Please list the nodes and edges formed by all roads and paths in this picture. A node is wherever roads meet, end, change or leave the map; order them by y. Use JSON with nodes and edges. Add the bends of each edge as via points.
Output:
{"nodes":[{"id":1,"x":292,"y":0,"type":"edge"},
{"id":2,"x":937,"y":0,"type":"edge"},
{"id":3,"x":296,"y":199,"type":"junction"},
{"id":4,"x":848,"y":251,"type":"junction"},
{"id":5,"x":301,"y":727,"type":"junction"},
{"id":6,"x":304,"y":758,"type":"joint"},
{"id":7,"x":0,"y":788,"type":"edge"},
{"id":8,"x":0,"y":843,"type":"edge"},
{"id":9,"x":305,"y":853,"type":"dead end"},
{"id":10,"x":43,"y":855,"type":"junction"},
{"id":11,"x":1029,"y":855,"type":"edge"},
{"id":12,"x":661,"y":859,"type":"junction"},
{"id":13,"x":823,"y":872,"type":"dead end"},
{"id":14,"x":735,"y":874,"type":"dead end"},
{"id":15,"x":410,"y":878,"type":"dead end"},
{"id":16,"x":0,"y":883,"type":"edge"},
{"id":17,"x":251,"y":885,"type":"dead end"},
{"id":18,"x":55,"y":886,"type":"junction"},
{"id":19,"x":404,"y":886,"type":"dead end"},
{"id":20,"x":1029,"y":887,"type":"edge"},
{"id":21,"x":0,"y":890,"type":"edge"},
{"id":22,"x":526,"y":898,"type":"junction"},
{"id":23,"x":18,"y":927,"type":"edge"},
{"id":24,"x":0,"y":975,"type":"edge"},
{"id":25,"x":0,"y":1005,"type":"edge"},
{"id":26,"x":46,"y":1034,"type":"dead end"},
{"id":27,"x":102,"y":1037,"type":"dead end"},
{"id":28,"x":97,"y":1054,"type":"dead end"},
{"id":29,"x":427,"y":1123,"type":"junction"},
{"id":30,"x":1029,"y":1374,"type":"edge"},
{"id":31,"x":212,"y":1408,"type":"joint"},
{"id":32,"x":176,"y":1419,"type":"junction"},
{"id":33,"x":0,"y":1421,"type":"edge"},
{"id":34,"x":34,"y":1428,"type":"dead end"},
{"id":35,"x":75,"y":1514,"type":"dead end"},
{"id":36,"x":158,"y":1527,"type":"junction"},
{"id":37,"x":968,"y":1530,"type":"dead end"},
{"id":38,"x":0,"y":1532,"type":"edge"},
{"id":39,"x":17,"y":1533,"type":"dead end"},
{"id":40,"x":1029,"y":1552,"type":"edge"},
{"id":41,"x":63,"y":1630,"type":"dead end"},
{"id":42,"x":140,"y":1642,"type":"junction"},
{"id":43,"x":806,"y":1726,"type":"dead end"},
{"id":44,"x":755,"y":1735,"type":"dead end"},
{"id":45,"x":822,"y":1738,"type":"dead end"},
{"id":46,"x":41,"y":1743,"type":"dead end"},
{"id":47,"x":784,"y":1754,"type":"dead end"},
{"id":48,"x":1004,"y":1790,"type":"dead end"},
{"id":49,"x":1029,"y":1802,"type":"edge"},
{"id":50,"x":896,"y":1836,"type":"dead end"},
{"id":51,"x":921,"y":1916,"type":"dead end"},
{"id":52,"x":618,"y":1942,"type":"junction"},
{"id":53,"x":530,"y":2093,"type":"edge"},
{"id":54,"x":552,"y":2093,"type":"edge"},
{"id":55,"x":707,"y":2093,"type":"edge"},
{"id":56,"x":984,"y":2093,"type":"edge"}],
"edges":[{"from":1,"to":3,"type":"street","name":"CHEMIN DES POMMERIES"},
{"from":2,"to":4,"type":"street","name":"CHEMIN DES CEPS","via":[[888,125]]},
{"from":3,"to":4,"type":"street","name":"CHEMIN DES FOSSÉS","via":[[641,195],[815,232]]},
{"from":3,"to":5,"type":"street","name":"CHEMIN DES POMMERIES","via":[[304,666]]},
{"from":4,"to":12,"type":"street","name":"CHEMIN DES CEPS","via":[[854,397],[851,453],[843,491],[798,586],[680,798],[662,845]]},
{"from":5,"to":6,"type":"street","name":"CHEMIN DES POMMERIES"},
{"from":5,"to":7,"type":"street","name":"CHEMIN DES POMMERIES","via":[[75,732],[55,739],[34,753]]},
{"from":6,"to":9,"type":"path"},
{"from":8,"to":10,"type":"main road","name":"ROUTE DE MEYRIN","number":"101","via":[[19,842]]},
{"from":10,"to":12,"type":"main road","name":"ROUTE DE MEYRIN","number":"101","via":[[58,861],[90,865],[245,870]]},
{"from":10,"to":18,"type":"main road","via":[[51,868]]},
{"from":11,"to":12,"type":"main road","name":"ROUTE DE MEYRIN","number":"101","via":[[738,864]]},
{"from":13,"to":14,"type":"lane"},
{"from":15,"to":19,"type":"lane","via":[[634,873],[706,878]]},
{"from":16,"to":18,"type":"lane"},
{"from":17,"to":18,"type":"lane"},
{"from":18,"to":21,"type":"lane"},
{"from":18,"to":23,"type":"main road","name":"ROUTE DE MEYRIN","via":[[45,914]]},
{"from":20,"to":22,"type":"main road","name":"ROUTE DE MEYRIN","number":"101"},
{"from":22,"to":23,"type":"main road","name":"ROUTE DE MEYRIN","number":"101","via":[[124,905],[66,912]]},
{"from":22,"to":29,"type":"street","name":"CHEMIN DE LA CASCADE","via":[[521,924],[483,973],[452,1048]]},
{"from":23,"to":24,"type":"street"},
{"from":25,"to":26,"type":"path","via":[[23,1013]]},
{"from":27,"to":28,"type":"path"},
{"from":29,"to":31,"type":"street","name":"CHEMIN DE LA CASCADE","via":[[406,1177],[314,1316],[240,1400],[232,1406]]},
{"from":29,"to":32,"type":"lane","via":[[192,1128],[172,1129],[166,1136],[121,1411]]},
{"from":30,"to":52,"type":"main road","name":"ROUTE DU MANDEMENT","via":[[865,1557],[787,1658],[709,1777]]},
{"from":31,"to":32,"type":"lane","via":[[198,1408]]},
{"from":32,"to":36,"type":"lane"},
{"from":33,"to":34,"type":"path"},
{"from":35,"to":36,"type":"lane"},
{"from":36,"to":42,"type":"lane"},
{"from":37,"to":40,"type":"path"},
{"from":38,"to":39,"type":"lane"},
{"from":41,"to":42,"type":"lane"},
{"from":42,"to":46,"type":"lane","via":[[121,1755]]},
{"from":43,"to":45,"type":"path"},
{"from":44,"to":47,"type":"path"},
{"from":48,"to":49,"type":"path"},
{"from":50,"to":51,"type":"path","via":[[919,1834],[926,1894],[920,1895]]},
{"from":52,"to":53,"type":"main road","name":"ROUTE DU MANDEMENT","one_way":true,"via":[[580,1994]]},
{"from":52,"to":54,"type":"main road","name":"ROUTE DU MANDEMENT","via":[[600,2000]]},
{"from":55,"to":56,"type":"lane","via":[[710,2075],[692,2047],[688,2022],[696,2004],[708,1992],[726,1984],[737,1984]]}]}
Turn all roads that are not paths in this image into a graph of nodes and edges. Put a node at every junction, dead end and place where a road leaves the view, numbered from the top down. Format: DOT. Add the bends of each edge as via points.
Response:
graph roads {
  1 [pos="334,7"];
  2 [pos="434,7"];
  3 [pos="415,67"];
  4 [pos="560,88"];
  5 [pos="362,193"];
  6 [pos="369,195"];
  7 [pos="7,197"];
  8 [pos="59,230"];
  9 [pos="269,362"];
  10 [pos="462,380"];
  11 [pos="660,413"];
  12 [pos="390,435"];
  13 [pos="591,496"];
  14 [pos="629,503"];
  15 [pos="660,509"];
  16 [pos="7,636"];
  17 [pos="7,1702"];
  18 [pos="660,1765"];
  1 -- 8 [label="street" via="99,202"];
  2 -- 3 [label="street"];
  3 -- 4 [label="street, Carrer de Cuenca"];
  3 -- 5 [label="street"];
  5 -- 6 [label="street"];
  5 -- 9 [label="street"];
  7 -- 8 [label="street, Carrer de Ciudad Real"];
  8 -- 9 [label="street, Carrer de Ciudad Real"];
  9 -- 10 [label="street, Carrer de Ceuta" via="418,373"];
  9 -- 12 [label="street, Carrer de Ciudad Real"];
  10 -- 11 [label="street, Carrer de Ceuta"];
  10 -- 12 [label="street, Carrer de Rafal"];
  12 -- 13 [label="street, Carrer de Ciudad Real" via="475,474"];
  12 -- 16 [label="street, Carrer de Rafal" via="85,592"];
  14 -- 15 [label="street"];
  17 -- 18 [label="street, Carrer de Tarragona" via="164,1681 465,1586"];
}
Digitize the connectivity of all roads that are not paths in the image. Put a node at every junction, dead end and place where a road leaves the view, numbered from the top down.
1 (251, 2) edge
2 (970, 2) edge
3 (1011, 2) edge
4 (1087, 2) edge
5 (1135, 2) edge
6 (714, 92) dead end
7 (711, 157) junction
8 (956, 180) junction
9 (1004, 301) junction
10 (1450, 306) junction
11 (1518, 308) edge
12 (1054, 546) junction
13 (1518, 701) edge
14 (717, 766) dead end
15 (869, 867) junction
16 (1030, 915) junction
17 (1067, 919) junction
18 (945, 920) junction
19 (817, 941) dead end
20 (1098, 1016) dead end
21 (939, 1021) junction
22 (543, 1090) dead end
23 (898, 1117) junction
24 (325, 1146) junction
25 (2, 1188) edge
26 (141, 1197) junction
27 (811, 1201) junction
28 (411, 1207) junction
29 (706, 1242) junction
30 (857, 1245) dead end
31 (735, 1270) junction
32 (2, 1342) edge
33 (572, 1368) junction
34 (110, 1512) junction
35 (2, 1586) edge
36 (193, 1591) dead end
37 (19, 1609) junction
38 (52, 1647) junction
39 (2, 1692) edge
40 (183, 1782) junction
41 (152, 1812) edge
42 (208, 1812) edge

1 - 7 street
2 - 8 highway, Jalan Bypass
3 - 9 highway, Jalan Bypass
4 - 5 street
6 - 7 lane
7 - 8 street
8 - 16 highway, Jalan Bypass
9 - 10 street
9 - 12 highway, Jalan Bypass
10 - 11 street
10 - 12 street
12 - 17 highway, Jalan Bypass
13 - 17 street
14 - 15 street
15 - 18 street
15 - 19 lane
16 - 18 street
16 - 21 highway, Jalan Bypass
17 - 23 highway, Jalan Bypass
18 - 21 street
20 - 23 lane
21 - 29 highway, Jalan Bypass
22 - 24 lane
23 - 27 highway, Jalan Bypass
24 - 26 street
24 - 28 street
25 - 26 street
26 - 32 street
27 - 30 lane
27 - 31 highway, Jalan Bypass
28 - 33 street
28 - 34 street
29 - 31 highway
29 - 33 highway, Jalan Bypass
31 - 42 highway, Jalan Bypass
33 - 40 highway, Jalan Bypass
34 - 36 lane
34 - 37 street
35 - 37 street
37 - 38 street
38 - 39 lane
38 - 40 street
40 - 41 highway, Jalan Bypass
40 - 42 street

........

Report every line from the listing above where the string "POMMERIES" can be found.

"edges":[{"from":1,"to":3,"type":"street","name":"CHEMIN DES POMMERIES"},
{"from":3,"to":5,"type":"street","name":"CHEMIN DES POMMERIES","via":[[304,666]]},
{"from":5,"to":6,"type":"street","name":"CHEMIN DES POMMERIES"},
{"from":5,"to":7,"type":"street","name":"CHEMIN DES POMMERIES","via":[[75,732],[55,739],[34,753]]},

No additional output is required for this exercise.